Stored data entries

::::

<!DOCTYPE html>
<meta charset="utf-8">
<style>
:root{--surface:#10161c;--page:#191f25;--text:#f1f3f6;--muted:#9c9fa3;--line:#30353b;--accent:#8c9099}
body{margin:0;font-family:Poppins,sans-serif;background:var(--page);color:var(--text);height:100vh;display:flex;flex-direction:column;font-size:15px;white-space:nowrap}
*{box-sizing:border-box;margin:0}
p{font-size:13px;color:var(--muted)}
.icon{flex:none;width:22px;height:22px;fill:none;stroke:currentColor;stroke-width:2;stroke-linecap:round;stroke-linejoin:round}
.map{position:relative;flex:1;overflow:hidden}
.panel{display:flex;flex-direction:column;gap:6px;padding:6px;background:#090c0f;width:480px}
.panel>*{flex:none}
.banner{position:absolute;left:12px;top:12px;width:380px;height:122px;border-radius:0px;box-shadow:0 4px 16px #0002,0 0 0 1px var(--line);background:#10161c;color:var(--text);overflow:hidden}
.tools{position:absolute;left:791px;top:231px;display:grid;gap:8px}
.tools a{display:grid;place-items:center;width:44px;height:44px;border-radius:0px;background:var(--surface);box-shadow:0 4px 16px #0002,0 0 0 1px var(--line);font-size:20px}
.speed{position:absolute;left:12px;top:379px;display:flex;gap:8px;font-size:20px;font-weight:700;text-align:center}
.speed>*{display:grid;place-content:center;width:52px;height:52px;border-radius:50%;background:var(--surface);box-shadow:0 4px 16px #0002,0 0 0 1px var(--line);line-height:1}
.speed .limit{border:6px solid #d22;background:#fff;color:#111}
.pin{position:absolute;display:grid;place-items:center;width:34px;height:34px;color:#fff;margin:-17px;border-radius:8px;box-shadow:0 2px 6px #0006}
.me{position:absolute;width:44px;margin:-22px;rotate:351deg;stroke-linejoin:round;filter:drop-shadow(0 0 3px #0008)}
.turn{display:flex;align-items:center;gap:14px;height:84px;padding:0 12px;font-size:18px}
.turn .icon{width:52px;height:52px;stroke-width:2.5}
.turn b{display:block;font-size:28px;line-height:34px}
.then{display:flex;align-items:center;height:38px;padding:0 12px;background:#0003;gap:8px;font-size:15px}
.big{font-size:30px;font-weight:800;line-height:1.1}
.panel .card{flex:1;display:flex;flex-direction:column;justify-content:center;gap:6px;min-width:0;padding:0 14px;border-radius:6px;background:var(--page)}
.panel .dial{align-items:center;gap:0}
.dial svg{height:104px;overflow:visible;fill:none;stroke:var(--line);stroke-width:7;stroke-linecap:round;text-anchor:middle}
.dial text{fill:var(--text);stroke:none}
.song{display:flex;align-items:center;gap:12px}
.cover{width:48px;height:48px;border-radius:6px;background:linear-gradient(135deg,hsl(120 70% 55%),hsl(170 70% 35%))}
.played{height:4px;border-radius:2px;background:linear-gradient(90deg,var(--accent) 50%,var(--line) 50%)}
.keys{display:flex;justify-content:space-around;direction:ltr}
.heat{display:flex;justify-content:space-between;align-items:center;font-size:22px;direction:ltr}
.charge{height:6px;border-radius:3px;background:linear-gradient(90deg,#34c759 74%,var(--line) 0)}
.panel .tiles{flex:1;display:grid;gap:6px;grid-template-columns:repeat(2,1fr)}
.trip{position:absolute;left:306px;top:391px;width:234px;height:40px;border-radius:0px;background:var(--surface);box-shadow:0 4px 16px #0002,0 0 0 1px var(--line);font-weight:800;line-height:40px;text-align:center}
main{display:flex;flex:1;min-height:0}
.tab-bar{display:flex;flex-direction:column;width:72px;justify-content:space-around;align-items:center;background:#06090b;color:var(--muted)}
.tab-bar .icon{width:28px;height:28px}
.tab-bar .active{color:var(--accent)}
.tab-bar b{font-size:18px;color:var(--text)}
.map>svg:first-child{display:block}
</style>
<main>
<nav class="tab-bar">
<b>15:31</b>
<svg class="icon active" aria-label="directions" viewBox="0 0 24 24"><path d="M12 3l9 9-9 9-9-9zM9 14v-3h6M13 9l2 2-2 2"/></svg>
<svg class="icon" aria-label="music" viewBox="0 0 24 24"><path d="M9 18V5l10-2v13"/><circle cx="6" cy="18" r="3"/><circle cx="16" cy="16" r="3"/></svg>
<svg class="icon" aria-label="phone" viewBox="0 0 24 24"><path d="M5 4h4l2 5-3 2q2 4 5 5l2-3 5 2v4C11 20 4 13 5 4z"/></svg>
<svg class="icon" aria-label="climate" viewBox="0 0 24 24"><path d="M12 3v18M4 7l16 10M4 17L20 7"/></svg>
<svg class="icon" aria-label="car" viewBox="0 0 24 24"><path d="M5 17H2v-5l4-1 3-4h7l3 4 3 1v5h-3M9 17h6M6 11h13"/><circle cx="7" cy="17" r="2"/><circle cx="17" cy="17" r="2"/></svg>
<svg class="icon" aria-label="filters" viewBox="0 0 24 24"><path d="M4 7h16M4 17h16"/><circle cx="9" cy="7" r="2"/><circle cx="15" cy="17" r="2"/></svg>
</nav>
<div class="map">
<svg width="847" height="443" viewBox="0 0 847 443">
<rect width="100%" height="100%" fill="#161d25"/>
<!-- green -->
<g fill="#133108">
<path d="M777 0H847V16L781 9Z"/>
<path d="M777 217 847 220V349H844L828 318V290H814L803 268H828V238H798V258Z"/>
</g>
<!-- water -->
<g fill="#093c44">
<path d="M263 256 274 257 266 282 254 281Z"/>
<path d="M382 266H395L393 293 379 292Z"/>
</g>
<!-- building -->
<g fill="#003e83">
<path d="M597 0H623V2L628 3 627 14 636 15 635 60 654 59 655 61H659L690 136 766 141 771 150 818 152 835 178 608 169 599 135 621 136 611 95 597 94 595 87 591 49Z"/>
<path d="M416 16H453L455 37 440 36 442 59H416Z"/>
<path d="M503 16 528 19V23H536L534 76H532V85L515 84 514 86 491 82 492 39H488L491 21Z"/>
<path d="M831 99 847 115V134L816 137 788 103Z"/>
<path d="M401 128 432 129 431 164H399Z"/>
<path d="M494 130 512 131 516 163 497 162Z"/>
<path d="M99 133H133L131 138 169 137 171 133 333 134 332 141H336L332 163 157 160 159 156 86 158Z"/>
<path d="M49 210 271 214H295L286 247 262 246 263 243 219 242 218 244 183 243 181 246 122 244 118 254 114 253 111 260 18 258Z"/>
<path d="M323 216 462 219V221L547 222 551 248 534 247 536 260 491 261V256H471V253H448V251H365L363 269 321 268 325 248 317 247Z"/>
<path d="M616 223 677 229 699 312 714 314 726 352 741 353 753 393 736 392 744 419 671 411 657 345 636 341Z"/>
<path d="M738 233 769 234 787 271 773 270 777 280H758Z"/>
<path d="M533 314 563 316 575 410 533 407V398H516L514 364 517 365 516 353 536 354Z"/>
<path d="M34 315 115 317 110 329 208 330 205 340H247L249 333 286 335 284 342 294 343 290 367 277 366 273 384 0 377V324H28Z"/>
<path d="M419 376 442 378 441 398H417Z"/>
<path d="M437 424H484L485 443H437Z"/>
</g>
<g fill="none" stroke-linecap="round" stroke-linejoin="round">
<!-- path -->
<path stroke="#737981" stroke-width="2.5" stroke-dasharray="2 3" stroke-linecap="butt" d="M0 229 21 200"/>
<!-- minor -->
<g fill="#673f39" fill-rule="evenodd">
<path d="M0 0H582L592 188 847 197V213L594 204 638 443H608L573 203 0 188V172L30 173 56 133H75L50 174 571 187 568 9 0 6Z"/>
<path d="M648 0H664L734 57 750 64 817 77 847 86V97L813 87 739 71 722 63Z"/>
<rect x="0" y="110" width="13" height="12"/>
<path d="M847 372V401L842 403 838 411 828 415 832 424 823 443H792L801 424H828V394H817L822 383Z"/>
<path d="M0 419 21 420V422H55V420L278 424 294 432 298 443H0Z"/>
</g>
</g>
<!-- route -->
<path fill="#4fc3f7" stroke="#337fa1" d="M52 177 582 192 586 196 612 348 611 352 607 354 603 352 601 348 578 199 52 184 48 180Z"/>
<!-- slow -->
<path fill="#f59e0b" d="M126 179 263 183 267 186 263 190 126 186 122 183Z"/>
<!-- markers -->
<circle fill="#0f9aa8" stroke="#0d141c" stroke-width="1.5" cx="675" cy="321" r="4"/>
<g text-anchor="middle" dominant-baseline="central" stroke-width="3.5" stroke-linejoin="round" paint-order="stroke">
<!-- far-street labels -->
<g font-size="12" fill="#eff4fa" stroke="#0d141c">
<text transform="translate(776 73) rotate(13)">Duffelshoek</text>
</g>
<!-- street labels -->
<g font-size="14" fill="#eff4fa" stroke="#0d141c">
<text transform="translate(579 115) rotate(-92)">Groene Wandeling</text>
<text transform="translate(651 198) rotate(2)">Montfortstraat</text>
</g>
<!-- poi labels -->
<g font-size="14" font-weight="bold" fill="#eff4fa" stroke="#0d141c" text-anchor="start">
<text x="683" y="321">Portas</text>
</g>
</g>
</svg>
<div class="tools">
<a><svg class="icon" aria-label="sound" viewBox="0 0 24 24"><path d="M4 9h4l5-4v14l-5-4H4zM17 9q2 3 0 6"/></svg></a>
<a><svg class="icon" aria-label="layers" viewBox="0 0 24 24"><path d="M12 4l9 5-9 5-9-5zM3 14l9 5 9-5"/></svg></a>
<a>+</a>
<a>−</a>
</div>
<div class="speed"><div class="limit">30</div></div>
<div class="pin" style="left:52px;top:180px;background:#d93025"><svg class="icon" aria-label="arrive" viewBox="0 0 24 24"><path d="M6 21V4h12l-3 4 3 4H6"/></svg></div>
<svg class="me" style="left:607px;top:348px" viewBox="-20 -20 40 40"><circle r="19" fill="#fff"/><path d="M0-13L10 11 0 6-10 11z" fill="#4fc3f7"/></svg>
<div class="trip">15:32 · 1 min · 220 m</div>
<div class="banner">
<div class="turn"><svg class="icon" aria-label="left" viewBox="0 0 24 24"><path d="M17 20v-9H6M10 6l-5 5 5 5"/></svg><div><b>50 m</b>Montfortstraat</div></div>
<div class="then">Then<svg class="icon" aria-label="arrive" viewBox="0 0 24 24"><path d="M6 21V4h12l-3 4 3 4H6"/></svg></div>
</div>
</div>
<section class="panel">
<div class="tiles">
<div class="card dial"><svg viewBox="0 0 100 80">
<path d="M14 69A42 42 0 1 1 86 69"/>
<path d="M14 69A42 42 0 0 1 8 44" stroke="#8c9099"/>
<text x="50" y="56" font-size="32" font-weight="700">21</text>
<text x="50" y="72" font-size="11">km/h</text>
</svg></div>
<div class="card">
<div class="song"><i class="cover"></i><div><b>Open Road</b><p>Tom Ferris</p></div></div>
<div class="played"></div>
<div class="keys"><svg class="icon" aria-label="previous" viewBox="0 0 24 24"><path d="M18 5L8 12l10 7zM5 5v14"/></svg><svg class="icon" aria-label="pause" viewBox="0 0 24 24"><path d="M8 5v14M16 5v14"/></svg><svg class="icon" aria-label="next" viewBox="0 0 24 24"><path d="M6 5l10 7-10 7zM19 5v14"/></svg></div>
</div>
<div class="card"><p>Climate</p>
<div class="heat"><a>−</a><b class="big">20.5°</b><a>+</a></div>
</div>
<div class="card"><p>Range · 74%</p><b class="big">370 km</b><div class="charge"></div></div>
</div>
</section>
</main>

::::

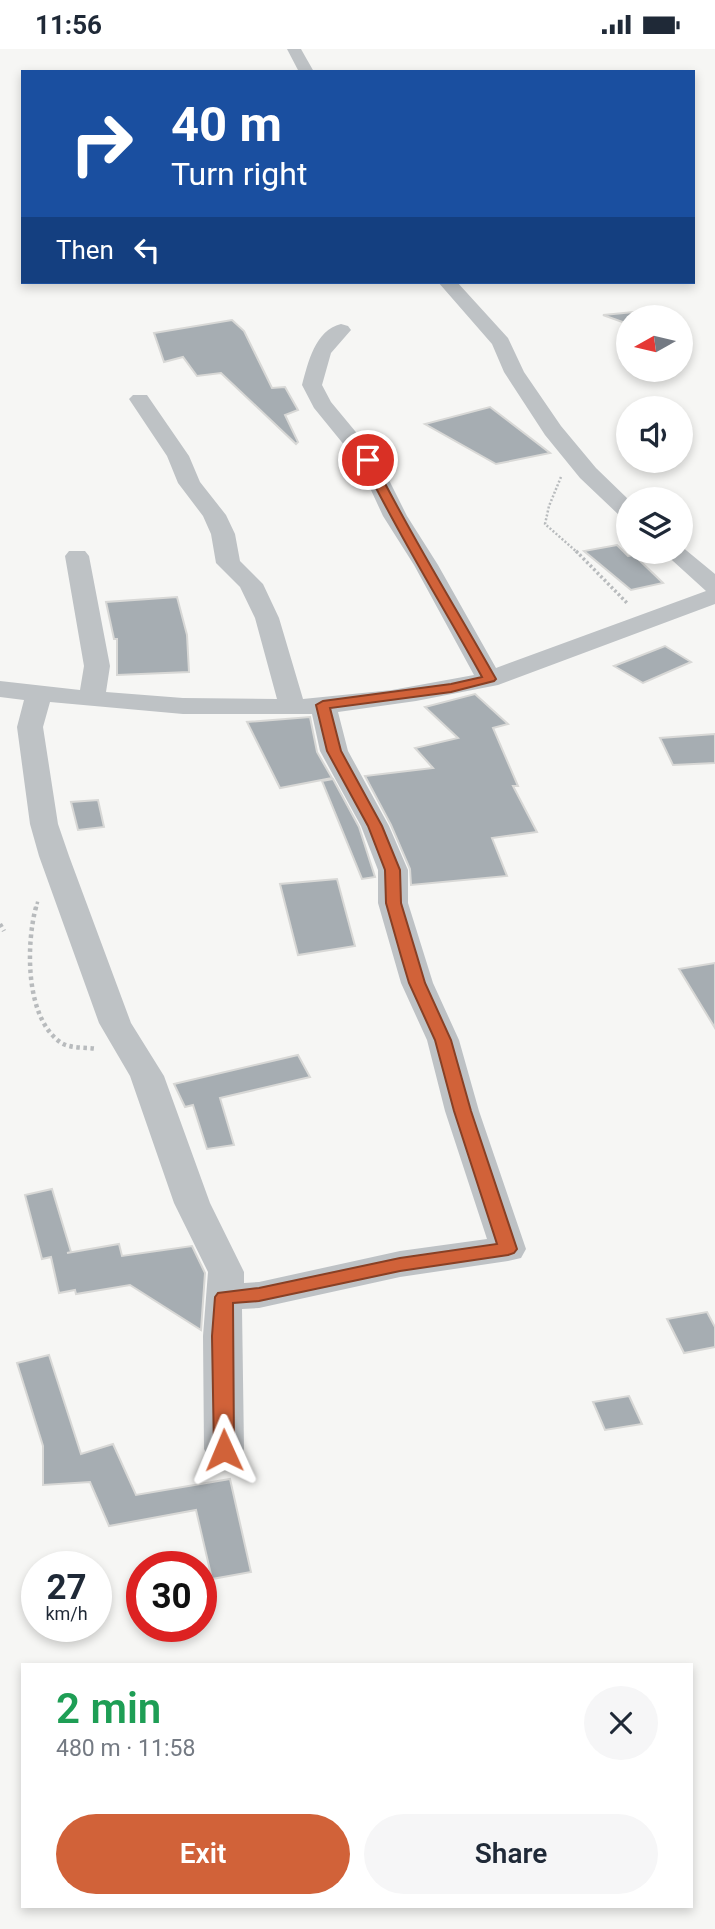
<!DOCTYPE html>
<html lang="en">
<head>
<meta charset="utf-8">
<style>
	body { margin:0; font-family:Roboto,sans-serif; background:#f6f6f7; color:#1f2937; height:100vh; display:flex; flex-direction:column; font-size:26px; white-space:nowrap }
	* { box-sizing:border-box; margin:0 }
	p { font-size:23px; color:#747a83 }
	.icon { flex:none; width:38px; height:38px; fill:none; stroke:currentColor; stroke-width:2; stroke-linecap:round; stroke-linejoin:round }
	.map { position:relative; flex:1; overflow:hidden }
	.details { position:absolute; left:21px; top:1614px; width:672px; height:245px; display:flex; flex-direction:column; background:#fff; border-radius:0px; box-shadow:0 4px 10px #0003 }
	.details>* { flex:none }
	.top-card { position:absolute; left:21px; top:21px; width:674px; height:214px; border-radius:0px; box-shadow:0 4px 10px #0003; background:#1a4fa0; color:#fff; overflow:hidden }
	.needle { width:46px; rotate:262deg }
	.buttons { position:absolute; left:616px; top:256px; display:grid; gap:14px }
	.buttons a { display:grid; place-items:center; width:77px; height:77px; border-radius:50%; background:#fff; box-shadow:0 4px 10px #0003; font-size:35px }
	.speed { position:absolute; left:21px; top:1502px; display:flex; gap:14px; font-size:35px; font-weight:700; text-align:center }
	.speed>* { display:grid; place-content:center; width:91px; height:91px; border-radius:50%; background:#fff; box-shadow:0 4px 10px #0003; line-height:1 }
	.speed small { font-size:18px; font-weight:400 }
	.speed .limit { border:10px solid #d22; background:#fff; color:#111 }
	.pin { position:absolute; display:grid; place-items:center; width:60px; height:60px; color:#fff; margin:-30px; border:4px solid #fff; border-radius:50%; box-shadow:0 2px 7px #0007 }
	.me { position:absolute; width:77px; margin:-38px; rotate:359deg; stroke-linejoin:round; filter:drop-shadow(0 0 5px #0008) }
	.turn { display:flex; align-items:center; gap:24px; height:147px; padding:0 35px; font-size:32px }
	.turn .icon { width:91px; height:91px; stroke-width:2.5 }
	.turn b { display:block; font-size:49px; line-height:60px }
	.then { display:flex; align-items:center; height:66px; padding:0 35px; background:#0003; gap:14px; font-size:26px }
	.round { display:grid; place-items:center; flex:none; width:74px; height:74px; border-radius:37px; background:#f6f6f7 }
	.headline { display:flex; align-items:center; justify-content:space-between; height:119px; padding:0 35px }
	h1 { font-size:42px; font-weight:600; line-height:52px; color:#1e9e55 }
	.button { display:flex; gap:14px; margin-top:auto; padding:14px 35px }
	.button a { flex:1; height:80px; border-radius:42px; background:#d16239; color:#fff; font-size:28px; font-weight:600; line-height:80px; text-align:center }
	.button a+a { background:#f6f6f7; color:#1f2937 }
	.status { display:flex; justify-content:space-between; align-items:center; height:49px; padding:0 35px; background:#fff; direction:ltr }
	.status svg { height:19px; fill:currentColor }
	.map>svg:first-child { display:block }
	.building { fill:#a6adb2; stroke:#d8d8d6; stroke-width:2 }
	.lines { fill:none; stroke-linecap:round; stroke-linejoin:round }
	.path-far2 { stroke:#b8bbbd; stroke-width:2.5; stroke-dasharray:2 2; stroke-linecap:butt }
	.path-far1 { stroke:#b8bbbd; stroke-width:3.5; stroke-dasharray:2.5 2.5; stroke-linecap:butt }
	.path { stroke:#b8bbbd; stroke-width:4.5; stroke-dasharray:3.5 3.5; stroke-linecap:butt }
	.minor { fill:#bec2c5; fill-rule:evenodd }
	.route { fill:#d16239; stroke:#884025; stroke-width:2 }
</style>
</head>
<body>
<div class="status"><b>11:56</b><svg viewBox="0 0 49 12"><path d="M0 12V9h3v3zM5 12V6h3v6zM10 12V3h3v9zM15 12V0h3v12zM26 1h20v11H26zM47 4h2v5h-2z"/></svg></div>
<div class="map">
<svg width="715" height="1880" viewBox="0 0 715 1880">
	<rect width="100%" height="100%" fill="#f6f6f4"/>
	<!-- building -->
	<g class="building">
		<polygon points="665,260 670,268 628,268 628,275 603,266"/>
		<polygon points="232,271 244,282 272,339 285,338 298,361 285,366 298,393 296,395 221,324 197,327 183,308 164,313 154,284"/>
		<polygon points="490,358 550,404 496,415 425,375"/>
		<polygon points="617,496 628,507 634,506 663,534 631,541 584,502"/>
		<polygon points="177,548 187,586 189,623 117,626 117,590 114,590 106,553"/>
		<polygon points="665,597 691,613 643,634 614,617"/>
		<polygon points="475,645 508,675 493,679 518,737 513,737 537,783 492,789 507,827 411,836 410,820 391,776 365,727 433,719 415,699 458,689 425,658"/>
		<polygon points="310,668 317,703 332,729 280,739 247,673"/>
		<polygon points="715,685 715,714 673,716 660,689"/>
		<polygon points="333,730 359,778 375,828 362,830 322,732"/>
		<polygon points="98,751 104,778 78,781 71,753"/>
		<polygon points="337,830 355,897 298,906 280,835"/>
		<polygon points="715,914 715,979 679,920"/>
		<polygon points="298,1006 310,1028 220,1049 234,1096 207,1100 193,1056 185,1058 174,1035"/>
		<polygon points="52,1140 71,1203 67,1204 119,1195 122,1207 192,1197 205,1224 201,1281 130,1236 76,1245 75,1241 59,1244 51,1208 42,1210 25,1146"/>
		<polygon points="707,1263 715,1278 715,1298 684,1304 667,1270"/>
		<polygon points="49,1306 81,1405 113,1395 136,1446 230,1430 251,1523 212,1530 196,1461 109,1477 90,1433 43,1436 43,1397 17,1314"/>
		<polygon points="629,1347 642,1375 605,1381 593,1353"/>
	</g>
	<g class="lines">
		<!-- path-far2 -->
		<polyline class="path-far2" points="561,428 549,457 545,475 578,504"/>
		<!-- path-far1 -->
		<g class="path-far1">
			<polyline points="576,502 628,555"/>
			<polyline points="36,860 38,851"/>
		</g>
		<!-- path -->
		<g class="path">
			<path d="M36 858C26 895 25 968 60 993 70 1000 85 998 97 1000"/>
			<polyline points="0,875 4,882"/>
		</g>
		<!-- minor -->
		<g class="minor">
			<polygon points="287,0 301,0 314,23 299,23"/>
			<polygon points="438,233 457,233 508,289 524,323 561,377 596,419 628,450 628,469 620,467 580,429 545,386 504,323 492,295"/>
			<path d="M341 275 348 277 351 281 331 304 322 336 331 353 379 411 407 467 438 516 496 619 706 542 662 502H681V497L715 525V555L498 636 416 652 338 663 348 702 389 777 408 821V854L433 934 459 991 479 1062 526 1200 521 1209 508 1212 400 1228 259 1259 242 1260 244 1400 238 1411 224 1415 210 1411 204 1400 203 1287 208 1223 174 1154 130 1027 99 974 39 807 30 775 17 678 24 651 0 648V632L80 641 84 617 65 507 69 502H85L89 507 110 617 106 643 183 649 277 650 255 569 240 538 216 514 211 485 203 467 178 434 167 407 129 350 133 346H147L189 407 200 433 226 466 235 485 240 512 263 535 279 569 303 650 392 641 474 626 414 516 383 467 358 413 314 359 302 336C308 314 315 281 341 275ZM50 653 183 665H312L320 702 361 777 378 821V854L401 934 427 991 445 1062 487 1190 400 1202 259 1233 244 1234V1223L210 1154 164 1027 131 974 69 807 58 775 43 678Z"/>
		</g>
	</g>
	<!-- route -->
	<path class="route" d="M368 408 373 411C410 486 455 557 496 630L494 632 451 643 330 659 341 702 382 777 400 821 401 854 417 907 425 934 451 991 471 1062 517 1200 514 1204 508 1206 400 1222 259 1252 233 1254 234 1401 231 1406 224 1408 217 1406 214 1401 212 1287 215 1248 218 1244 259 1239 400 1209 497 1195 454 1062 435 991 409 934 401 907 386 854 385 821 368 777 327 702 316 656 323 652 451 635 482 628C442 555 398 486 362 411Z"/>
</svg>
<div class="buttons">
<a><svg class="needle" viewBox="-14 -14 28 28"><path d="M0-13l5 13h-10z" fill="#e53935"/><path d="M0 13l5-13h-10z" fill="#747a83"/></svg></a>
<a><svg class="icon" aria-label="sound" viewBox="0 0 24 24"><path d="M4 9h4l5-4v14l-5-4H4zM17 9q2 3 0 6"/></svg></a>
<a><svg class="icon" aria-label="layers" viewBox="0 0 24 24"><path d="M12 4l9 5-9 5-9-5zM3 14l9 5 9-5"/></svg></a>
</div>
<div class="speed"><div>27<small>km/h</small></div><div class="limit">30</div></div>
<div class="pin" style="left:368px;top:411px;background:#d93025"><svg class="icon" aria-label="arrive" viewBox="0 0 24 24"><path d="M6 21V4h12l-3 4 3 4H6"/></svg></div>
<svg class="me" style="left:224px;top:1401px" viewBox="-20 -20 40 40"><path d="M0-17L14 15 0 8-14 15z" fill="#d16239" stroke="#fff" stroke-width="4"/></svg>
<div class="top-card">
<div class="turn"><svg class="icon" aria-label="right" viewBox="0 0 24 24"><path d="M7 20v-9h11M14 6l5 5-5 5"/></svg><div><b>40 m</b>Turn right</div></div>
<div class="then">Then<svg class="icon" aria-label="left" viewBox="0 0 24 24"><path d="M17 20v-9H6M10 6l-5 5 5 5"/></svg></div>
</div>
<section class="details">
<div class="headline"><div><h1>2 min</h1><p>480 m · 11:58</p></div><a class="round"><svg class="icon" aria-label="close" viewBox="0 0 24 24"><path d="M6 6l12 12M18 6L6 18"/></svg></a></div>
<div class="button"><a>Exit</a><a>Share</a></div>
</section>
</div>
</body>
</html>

::::

Output the lines of the records above exactly as they appear, from the line containing "display:flex; align-items:center; gap:24px;" through the line containing "display:flex; align-items:center; height:66px;".

SOLUTION -
	.turn { display:flex; align-items:center; gap:24px; height:147px; padding:0 35px; font-size:32px }
	.turn .icon { width:91px; height:91px; stroke-width:2.5 }
	.turn b { display:block; font-size:49px; line-height:60px }
	.then { display:flex; align-items:center; height:66px; padding:0 35px; background:#0003; gap:14px; font-size:26px }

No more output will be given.